Tek Dilemişse
Bu açıdan bakınca...
Şayet bir birimde, kendini aşikâr etmeyi murat etmişse... Veya bir birimde kendi Efâl mertebesinin -yani fiillerinin ortaya çıkışının- ötesinde, belli birtakım mânâları görebilmeyi; bu mânâları ortaya çıkaran vasıflara sahip benliği hissedip yaşayabilmeyi; ve nihayet kendi Zât’ını fark etmeyi takdir etmiş ise...
Ki bu ancak ve ancak, TEK’in TAKDİRİ ile gerçekleşir...
İşte o takdirde, Tek’in takdiri üzere, o birim yaşam gayesi olarak yalnızca Tek’e ermeyi hedef alır.
Evvela düşüncede, sonra fiilde, TEK’e ermek uğruna, sahip olduğunu sandığı her şeyden yüz çevirebilir.
Şartlanmalarını, şartlanmaların getirdiği değer yargılarını, bu değer yargılarından doğan duygularını terk eder... Ki zaten isteyerek terk etmese de er geç sonunda terk edecektir! Dünya’da terk edemediğini, cehennem ortamında terk edecektir!

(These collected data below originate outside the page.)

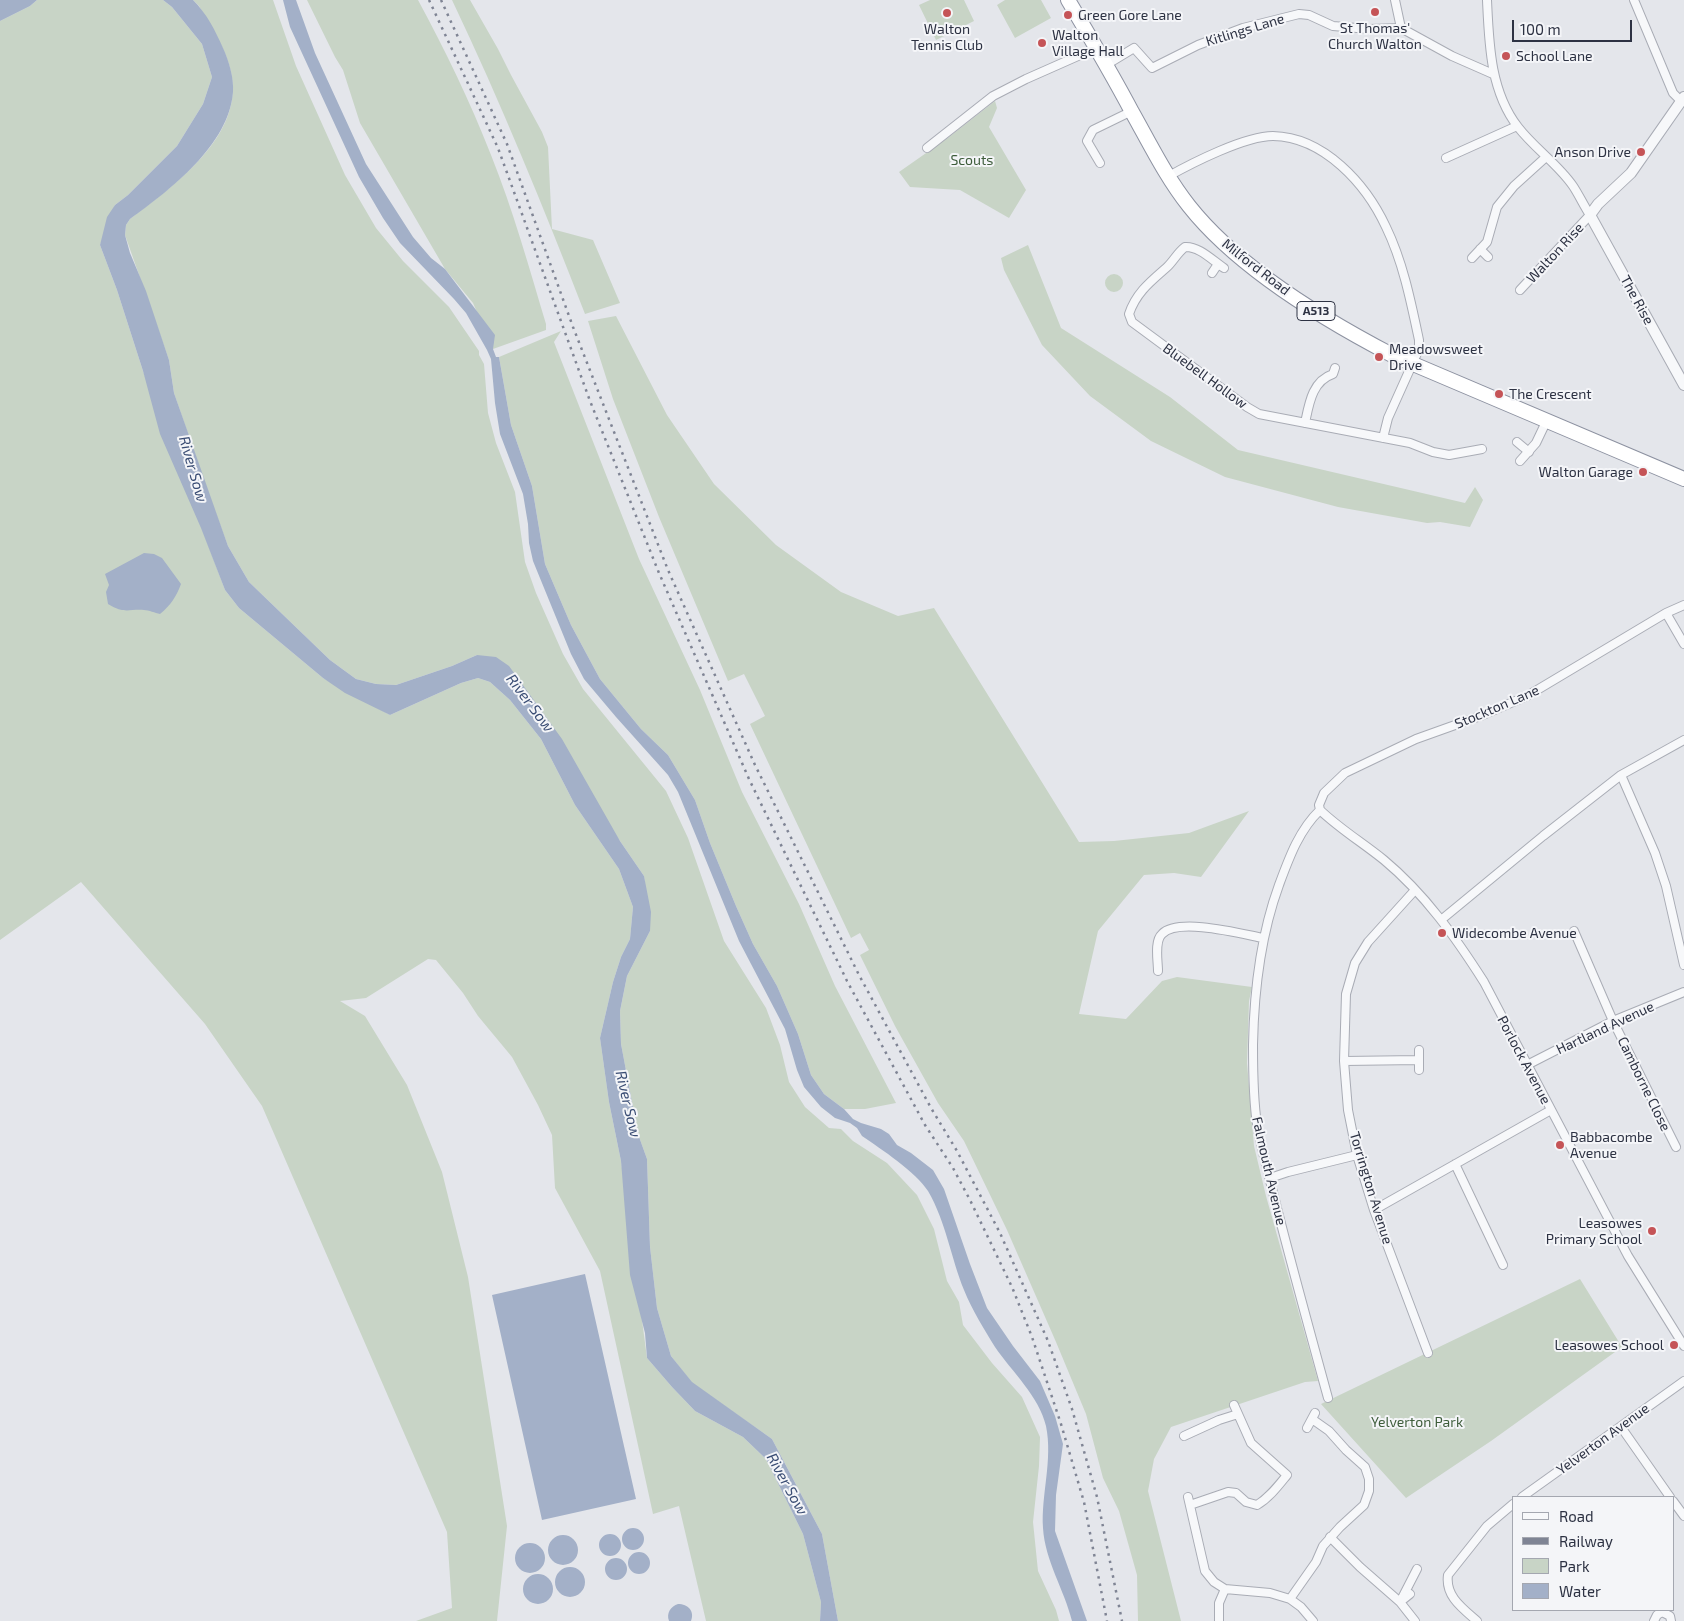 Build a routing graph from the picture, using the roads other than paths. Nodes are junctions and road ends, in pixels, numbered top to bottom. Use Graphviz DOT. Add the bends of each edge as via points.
graph roads {
  1 [pos="1068,0"];
  2 [pos="1395,0"];
  3 [pos="1486,0"];
  4 [pos="1634,0"];
  5 [pos="1400,28"];
  6 [pos="1096,48"];
  7 [pos="1106,65"];
  8 [pos="1494,74"];
  9 [pos="1682,99"];
  10 [pos="1132,111"];
  11 [pos="1517,126"];
  12 [pos="927,148"];
  13 [pos="1546,157"];
  14 [pos="1446,158"];
  15 [pos="1100,163"];
  16 [pos="1168,177"];
  17 [pos="1590,215"];
  18 [pos="1480,249"];
  19 [pos="1488,257"];
  20 [pos="1472,258"];
  21 [pos="1212,273"];
  22 [pos="1520,290"];
  23 [pos="1413,364"];
  24 [pos="1335,374"];
  25 [pos="1684,385"];
  26 [pos="1305,422"];
  27 [pos="1546,422"];
  28 [pos="1383,438"];
  29 [pos="1517,442"];
  30 [pos="1482,449"];
  31 [pos="1529,452"];
  32 [pos="1520,461"];
  33 [pos="1684,479"];
  34 [pos="1684,606"];
  35 [pos="1666,613"];
  36 [pos="1684,644"];
  37 [pos="1684,740"];
  38 [pos="1621,775"];
  39 [pos="1320,810"];
  40 [pos="1415,890"];
  41 [pos="1441,920"];
  42 [pos="1574,931"];
  43 [pos="1263,938"];
  44 [pos="1684,965"];
  45 [pos="1158,971"];
  46 [pos="1684,992"];
  47 [pos="1613,1021"];
  48 [pos="1419,1050"];
  49 [pos="1419,1060"];
  50 [pos="1344,1061"];
  51 [pos="1526,1065"];
  52 [pos="1419,1070"];
  53 [pos="1550,1110"];
  54 [pos="1676,1147"];
  55 [pos="1357,1155"];
  56 [pos="1455,1164"];
  57 [pos="1270,1178"];
  58 [pos="1374,1210"];
  59 [pos="1503,1265"];
  60 [pos="1684,1346"];
  61 [pos="1428,1353"];
  62 [pos="1684,1381"];
  63 [pos="1328,1398"];
  64 [pos="1234,1405"];
  65 [pos="1238,1414"];
  66 [pos="1620,1427"];
  67 [pos="1307,1428"];
  68 [pos="1184,1436"];
  69 [pos="1188,1496"];
  70 [pos="1523,1496"];
  71 [pos="1669,1496"];
  72 [pos="1674,1504"];
  73 [pos="1190,1505"];
  74 [pos="1512,1505"];
  75 [pos="1684,1516"];
  76 [pos="1330,1538"];
  77 [pos="1416,1569"];
  78 [pos="1225,1589"];
  79 [pos="1410,1594"];
  80 [pos="1290,1599"];
  81 [pos="1400,1602"];
  82 [pos="1219,1621"];
  83 [pos="1313,1621"];
  84 [pos="1415,1621"];
  85 [pos="1477,1621"];
  86 [pos="1654,1621"];
  87 [pos="1671,1621"];
  1 -- 6 [label="highway, Milford Road / A513"];
  2 -- 5 [label="street"];
  3 -- 8 [label="street"];
  4 -- 9 [label="street" via="1673,92"];
  5 -- 7 [label="street, Kitlings Lane" via="1369,30 1333,26 1299,14 1243,28 1198,45 1152,68 1134,48"];
  5 -- 8 [label="street"];
  6 -- 7 [label="highway, Milford Road / A513"];
  6 -- 12 [label="street" via="993,96"];
  7 -- 10 [label="highway, Milford Road / A513"];
  8 -- 11 [label="street"];
  9 -- 17 [label="street" via="1638,164"];
  10 -- 15 [label="street" via="1093,130 1087,141"];
  10 -- 16 [label="highway, Milford Road / A513"];
  11 -- 13 [label="street"];
  11 -- 14 [label="street"];
  13 -- 17 [label="street" via="1572,185"];
  13 -- 18 [label="street" via="1514,186 1498,208 1487,242"];
  16 -- 23 [label="highway, Milford Road / A513" via="1189,207 1240,258 1350,333"];
  16 -- 23 [label="street" via="1248,140 1272,136 1293,138 1317,148 1338,164 1354,179 1375,208 1396,251 1420,340"];
  17 -- 22 [label="street, Walton Rise"];
  17 -- 25 [label="street, The Rise"];
  18 -- 19 [label="street"];
  18 -- 20 [label="street"];
  21 -- 26 [label="street, Bluebell Hollow" via="1221,266 1199,251 1185,248 1154,276 1131,306 1132,322 1259,414"];
  23 -- 27 [label="highway, Milford Road / A513"];
  23 -- 28 [label="street" via="1388,418"];
  24 -- 26 [label="street" via="1326,376 1311,396"];
  26 -- 28 [label="street, Bluebell Hollow"];
  27 -- 31 [label="street"];
  27 -- 33 [label="highway, Milford Road / A513"];
  28 -- 30 [label="street, Bluebell Hollow" via="1449,455 1474,454"];
  29 -- 31 [label="street"];
  31 -- 32 [label="street"];
  34 -- 35 [label="street, Stockton Lane"];
  35 -- 36 [label="street"];
  35 -- 39 [label="street, Stockton Lane" via="1527,696 1416,739 1345,773 1324,793 1320,799"];
  37 -- 38 [label="street"];
  38 -- 41 [label="street"];
  38 -- 44 [label="street" via="1666,886"];
  39 -- 40 [label="street, Porlock Avenue" via="1385,861"];
  39 -- 43 [label="street, Falmouth Avenue" via="1299,837 1288,861 1270,908"];
  40 -- 41 [label="street, Porlock Avenue"];
  40 -- 50 [label="street, Torrington Avenue" via="1368,942 1355,964 1346,994"];
  41 -- 51 [label="street, Porlock Avenue" via="1484,982"];
  42 -- 47 [label="street, Camborne Close"];
  43 -- 45 [label="street" via="1219,928 1180,926 1161,934"];
  43 -- 57 [label="street, Falmouth Avenue" via="1254,1009 1252,1077 1257,1123"];
  46 -- 47 [label="street, Hartland Avenue"];
  47 -- 51 [label="street, Hartland Avenue"];
  47 -- 54 [label="street, Camborne Close"];
  48 -- 49 [label="street"];
  49 -- 50 [label="street"];
  49 -- 52 [label="street"];
  50 -- 55 [label="street, Torrington Avenue" via="1348,1110"];
  51 -- 53 [label="street, Porlock Avenue"];
  53 -- 56 [label="street"];
  53 -- 60 [label="street, Porlock Avenue" via="1628,1256"];
  55 -- 57 [label="street"];
  55 -- 58 [label="street, Torrington Avenue"];
  56 -- 58 [label="street"];
  56 -- 59 [label="street"];
  57 -- 63 [label="street, Falmouth Avenue"];
  58 -- 61 [label="street, Torrington Avenue"];
  62 -- 66 [label="street, Yelverton Avenue"];
  64 -- 65 [label="street"];
  65 -- 68 [label="street"];
  65 -- 73 [label="street" via="1251,1442 1287,1475 1257,1505 1228,1492"];
  66 -- 70 [label="street, Yelverton Avenue"];
  66 -- 71 [label="street"];
  67 -- 76 [label="street" via="1314,1416 1364,1467 1369,1479 1364,1505"];
  69 -- 73 [label="street"];
  72 -- 75 [label="street"];
  73 -- 78 [label="street" via="1205,1571"];
  74 -- 85 [label="street" via="1487,1526 1448,1574 1447,1584 1454,1600"];
  76 -- 80 [label="street"];
  76 -- 81 [label="street"];
  77 -- 81 [label="street"];
  78 -- 80 [label="street" via="1270,1593"];
  78 -- 82 [label="street"];
  79 -- 81 [label="street"];
  80 -- 83 [label="street"];
  81 -- 84 [label="street"];
  86 -- 87 [label="street" via="1662,1612 1670,1616"];
}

Bunları terk ettiği gibi, bedenden soyutlanmayı da hedef alır. İçki, sigara vb. gibi birtakım alışkanlıkları terk etmenin ötesinde yeme, içme, uyuma, bedenin zevklerine aşırı düşkün olma gibi bağlantılardan da soyutlanmak suretiyle, bilinç boyutunda kendini tanımayı hedef alan çalışmalara başlar. “Laf”ıyla kalmaz!
Bunun neticesinde, bunlardan berî olarak, bilinç boyutunda kendi hakikatini bulduktan sonra, varlıkta, mevcudatta Tek bir ilim sahibi Zât’ın olduğu düşüncesi içinde, vehmî benliğinin zâtının “yok”luğunu fark eder! Böylece “hakiki ben”liğe erişir.
Ancak, bütün bunları gerçekleştirebilmesi için, bu kemâl ile yaşayan birini bulması şarttır.
Çünkü, belli şartlanmalar veya tabiatın istekleri veya vehmî benlik mevcut iken, onun kendi kendine bunu aşabilmesi mümkün değildir.[1]
İşte o kişi, Tek’in takdiri üzere buna ulaşacak ise, kendindeki tüm şartlanmalara dayalı değer yargılarını terk ettirebilecek birini bulur, ki o kişi daha önceden bunlardan arınmıştır.
Zira yüzmeyi, yüzmesini bilen öğretir! Hayatında deniz görmemiş adam eğer, “yüzüyorum ve öğretiyorum” derse; koyver yüzmeye devam etsin!
Dağın başındaki deniz görmemiş çobandan yüzme öğrenilmez!
Evet, o kemâl ehli zâttan bu ilmi iyi idrak edebilirsek, hitabın nereden ve kimden geldiğini görebilirsek, arınmanın şeklini, yolunu yordamını, mahiyetini anlayabilirsek; ve tüm bunların sonucunda da yeterli çalışmayı hakkıyla yapabilirsek varlığımızı Tek’e teslim ederiz!.. İslâm olduğumuzu fark ederiz! “Abdullâh” yani “Allâh’ın kulu” olarak O’nun mânâları bizim aynamızda, O’nun tarafından seyredilir.
Yalnız bilelim ki, arınmanın pahası her şeyinden geçmektir. Sahip olduğun şeylerden geçemeyeceksen, hiç bu işe soyunma! Elbette bunun getireceği acılar, ıstıraplar, sıkıntılar, çileler, kesindir...
Bunun sınavı yukarıdan, yazılı kağıtta test usulü gelmeyecek; malına, etiketine, en yakınlarının başına gelecek çeşitli olaylar şeklinde gelişecektir!
Önce, “varım” deyip, sonra olaylarla karşılaşınca da ağlayıp, başına geleni karşındakinden bilip, “ben bu oyunda yokum” demek, hiçbir kaybını geri getirmez! Üstelik, suçladığın insanların durumuna kendin düşmeden de, bu dünyadan ayrılmazsın!